> Saved data entries
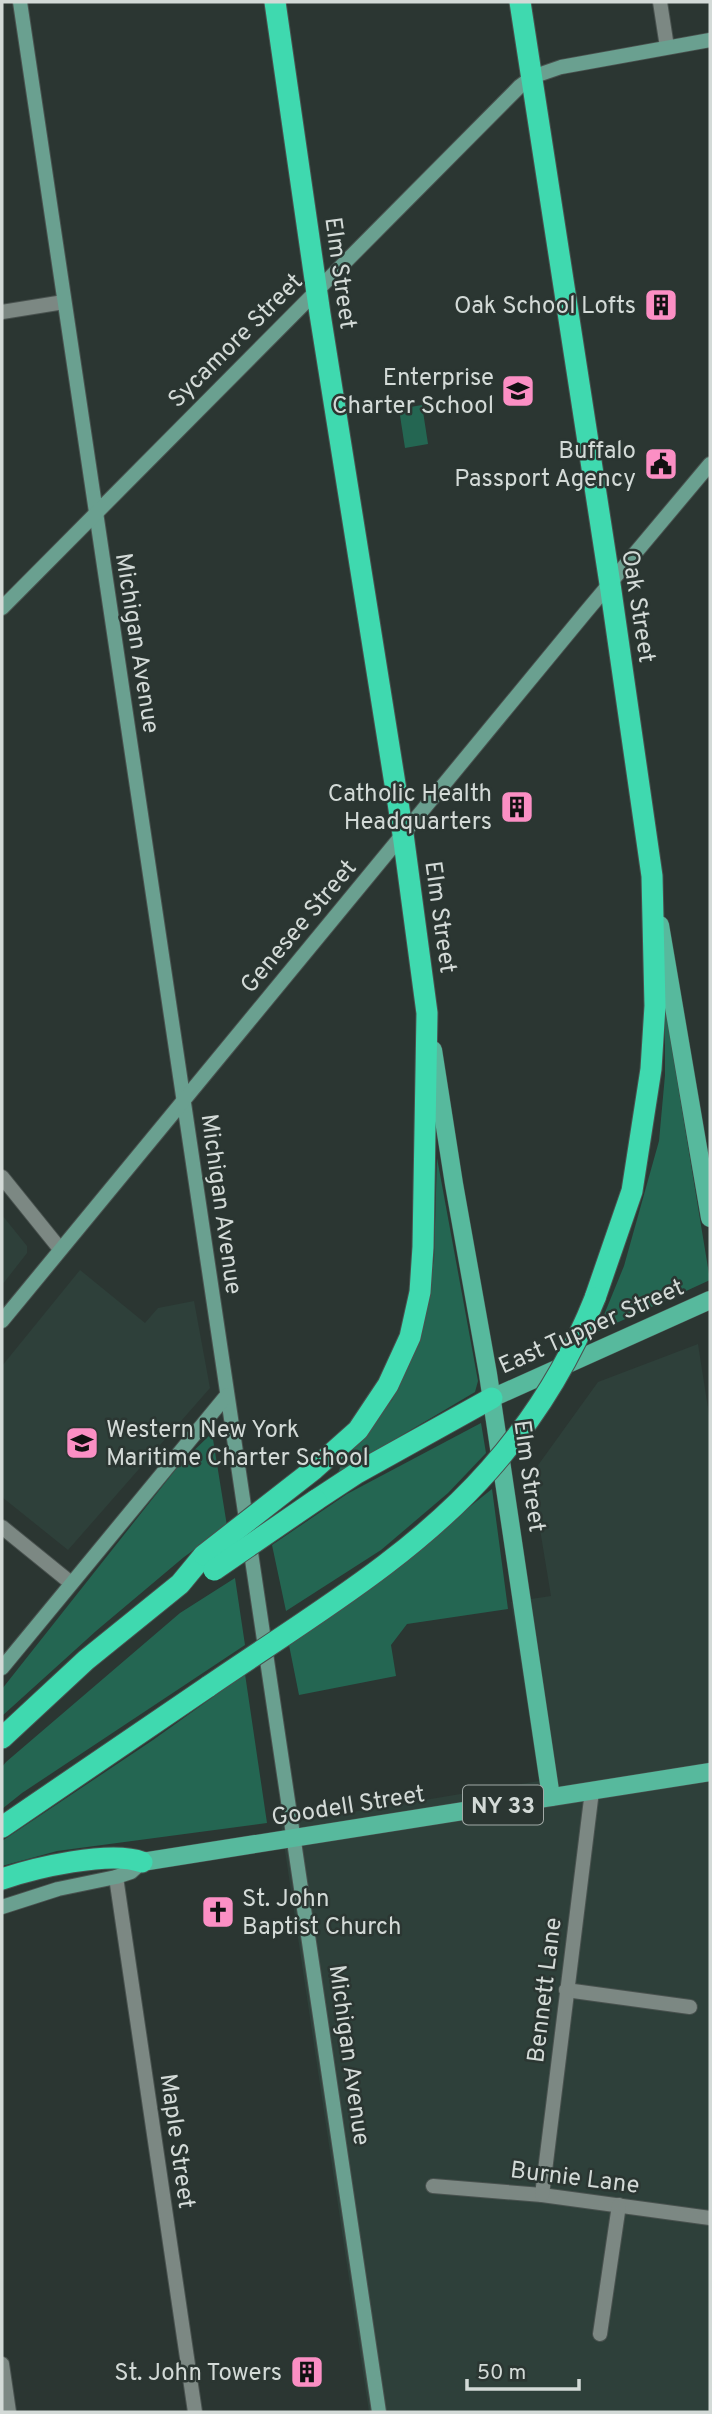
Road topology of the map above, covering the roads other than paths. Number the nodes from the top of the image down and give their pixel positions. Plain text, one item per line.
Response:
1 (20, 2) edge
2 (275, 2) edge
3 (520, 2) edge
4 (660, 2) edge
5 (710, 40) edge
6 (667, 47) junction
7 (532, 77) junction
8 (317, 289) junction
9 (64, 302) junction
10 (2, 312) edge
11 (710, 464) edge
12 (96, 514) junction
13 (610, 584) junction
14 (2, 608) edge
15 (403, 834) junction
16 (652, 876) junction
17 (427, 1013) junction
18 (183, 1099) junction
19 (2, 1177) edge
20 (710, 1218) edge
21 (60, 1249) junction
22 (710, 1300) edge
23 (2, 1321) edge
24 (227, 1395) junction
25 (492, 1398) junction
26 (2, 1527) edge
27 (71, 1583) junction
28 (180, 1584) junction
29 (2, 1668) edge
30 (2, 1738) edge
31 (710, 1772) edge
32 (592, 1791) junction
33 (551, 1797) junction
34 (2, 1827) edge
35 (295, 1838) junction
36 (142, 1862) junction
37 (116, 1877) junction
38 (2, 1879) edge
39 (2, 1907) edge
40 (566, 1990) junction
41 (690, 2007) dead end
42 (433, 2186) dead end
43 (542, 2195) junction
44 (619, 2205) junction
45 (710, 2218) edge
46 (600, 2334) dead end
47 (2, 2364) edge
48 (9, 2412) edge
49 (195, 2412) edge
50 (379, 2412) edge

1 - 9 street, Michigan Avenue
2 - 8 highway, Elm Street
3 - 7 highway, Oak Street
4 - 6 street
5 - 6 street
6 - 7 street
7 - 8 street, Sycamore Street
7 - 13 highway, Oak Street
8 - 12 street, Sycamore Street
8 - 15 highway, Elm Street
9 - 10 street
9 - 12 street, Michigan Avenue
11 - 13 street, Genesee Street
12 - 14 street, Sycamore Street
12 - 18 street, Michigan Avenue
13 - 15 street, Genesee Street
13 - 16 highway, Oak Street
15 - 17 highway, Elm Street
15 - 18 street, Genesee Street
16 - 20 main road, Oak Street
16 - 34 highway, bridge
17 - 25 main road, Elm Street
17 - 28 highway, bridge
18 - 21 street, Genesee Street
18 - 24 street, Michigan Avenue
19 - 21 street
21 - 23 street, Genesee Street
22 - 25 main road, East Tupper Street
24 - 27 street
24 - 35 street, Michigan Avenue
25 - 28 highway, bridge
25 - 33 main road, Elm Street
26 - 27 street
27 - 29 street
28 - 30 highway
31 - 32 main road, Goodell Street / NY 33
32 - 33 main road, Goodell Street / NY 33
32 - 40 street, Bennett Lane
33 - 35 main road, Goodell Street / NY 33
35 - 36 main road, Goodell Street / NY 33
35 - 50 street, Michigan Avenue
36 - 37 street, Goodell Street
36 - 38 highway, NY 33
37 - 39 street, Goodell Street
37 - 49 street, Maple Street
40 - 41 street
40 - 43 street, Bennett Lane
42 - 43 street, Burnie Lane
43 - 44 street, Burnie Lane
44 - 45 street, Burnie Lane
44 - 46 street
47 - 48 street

> Task prompt
In the copy you write, the data above must appear exactly, with no pictures.

> Output of the exercise
Road topology of the map above, covering the roads other than paths. Number the nodes from the top of the image down and give their pixel positions. Plain text, one item per line.
Response:
1 (20, 2) edge
2 (275, 2) edge
3 (520, 2) edge
4 (660, 2) edge
5 (710, 40) edge
6 (667, 47) junction
7 (532, 77) junction
8 (317, 289) junction
9 (64, 302) junction
10 (2, 312) edge
11 (710, 464) edge
12 (96, 514) junction
13 (610, 584) junction
14 (2, 608) edge
15 (403, 834) junction
16 (652, 876) junction
17 (427, 1013) junction
18 (183, 1099) junction
19 (2, 1177) edge
20 (710, 1218) edge
21 (60, 1249) junction
22 (710, 1300) edge
23 (2, 1321) edge
24 (227, 1395) junction
25 (492, 1398) junction
26 (2, 1527) edge
27 (71, 1583) junction
28 (180, 1584) junction
29 (2, 1668) edge
30 (2, 1738) edge
31 (710, 1772) edge
32 (592, 1791) junction
33 (551, 1797) junction
34 (2, 1827) edge
35 (295, 1838) junction
36 (142, 1862) junction
37 (116, 1877) junction
38 (2, 1879) edge
39 (2, 1907) edge
40 (566, 1990) junction
41 (690, 2007) dead end
42 (433, 2186) dead end
43 (542, 2195) junction
44 (619, 2205) junction
45 (710, 2218) edge
46 (600, 2334) dead end
47 (2, 2364) edge
48 (9, 2412) edge
49 (195, 2412) edge
50 (379, 2412) edge

1 - 9 street, Michigan Avenue
2 - 8 highway, Elm Street
3 - 7 highway, Oak Street
4 - 6 street
5 - 6 street
6 - 7 street
7 - 8 street, Sycamore Street
7 - 13 highway, Oak Street
8 - 12 street, Sycamore Street
8 - 15 highway, Elm Street
9 - 10 street
9 - 12 street, Michigan Avenue
11 - 13 street, Genesee Street
12 - 14 street, Sycamore Street
12 - 18 street, Michigan Avenue
13 - 15 street, Genesee Street
13 - 16 highway, Oak Street
15 - 17 highway, Elm Street
15 - 18 street, Genesee Street
16 - 20 main road, Oak Street
16 - 34 highway, bridge
17 - 25 main road, Elm Street
17 - 28 highway, bridge
18 - 21 street, Genesee Street
18 - 24 street, Michigan Avenue
19 - 21 street
21 - 23 street, Genesee Street
22 - 25 main road, East Tupper Street
24 - 27 street
24 - 35 street, Michigan Avenue
25 - 28 highway, bridge
25 - 33 main road, Elm Street
26 - 27 street
27 - 29 street
28 - 30 highway
31 - 32 main road, Goodell Street / NY 33
32 - 33 main road, Goodell Street / NY 33
32 - 40 street, Bennett Lane
33 - 35 main road, Goodell Street / NY 33
35 - 36 main road, Goodell Street / NY 33
35 - 50 street, Michigan Avenue
36 - 37 street, Goodell Street
36 - 38 highway, NY 33
37 - 39 street, Goodell Street
37 - 49 street, Maple Street
40 - 41 street
40 - 43 street, Bennett Lane
42 - 43 street, Burnie Lane
43 - 44 street, Burnie Lane
44 - 45 street, Burnie Lane
44 - 46 street
47 - 48 street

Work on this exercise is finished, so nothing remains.